The diversity of our patient populations cannot really be captured in just five racial and ethnic categories, or solely in terms of race and ethnicity for that matter. In Boston, where I conducted my research in a number of psychiatric clinics, the Black-identified population was more than a third foreign born and another third were the children of recent immigrants from Haiti, the Dominican Republic, Puerto Rico, Jamaica or Cape Verde.

The Hispanic-identified population came from numerous countries across Central and South America, Puerto Rico, and the Dominican Republic, many of whom, are frequently identified racially as Black. I argue in my work that this is not merely diversity, it’s hyper-diversity, a dynamic and multidimensional cultural environment with an ever-changing and hard to classify population that is growing in communities all over the country and reconfiguring social life within newly integrating neighborhoods.
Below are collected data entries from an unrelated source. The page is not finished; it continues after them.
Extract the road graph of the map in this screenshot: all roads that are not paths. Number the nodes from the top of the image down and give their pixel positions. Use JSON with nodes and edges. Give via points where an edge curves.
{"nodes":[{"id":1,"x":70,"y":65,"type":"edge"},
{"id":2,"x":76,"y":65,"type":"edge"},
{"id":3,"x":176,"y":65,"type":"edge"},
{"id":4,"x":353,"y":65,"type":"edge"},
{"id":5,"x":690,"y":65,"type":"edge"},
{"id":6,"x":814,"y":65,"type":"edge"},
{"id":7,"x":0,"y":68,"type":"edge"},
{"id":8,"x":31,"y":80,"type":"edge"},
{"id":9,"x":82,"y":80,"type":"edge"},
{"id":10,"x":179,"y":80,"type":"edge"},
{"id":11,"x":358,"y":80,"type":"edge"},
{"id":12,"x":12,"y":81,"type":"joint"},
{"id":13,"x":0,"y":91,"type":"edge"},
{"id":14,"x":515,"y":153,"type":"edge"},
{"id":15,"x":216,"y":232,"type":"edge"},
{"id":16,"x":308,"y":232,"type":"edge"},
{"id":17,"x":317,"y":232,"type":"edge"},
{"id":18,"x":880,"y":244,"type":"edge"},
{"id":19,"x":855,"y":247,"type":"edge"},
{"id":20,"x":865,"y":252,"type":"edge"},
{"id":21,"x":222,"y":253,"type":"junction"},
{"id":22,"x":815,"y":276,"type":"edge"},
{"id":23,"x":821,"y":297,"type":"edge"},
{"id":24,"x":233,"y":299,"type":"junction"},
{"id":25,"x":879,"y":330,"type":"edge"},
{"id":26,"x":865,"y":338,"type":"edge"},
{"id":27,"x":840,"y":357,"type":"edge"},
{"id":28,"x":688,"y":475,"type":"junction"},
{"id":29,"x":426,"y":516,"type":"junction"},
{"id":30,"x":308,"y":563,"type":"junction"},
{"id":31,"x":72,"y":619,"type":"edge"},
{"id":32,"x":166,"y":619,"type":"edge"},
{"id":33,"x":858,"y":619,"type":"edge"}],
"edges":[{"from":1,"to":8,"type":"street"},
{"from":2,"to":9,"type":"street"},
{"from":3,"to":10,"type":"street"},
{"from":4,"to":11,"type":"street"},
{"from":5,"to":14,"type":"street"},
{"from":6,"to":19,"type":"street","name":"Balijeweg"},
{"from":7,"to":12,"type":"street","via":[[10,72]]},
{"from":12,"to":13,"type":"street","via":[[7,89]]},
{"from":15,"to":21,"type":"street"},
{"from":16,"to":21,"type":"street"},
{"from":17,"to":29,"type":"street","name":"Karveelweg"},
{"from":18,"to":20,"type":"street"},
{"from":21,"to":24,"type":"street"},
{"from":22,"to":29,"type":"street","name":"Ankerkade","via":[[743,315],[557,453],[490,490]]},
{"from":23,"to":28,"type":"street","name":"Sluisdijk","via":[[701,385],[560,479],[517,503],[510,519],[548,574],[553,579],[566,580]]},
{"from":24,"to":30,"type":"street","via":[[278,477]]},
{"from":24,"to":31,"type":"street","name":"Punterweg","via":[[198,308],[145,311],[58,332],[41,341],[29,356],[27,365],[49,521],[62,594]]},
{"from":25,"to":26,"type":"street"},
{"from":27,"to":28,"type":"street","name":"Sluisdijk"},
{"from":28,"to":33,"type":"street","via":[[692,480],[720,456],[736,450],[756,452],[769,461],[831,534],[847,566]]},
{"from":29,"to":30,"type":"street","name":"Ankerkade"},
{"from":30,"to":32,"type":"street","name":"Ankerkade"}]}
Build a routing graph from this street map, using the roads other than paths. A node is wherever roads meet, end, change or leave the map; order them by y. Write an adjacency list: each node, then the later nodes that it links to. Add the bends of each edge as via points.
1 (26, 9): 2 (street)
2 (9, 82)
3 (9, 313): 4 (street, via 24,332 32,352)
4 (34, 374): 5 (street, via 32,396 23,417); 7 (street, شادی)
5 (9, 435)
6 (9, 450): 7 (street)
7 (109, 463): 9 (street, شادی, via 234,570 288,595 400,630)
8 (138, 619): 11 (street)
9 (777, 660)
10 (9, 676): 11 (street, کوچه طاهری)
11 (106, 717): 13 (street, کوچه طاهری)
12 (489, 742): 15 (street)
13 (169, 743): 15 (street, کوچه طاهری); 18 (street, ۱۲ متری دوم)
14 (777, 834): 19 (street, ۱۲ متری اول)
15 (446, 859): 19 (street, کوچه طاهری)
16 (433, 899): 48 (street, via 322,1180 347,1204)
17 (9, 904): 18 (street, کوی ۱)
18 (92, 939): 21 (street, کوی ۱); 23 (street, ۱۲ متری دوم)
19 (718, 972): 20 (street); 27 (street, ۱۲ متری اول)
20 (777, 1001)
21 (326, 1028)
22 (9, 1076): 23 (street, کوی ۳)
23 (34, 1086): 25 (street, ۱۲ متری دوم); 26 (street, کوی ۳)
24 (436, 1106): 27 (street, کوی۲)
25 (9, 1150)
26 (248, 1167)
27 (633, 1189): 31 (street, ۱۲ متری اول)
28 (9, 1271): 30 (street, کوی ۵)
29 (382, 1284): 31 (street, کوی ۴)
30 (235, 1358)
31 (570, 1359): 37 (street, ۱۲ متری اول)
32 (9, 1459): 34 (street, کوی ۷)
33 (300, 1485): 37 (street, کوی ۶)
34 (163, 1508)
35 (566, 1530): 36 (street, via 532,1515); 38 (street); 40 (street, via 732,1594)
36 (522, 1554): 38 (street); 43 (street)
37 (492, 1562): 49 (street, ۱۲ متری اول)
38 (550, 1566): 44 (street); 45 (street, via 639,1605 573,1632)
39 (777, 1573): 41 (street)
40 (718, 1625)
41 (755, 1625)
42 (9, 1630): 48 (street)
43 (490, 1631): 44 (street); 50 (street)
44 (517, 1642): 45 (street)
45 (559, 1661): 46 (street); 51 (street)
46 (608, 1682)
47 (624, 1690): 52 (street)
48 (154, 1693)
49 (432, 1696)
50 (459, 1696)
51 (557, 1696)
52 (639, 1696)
Healthcare institutions can improve health equity by recognizing this hyper-diversity. They should attend to multiple forms of difference in their patient population, including their racial and ethnic identities, their social class backgrounds, sexual orientations, religious beliefs and practices, cultural values, lifestyles and personal experiences. It’s difficult to tell which aspect of a patient’s identity or experience will be important in any given situation.

Clinicians should keep an open mind and treat each patient more as an individual. Clinicians can do this by using anthropological tools in their work. The stories patients tell of their illness experiences are crucially important for helping clinicians diagnose and treat disease. Clinicians should pay close attention to these stories and ask questions about the daily lives and experiences of their patients.

Every patient’s experience is unique and clinicians should resist making judgments about their patients based on their identities or their cultural group memberships. This can actually lead to harmful stereotypes and poorer quality care. Thank you for listening.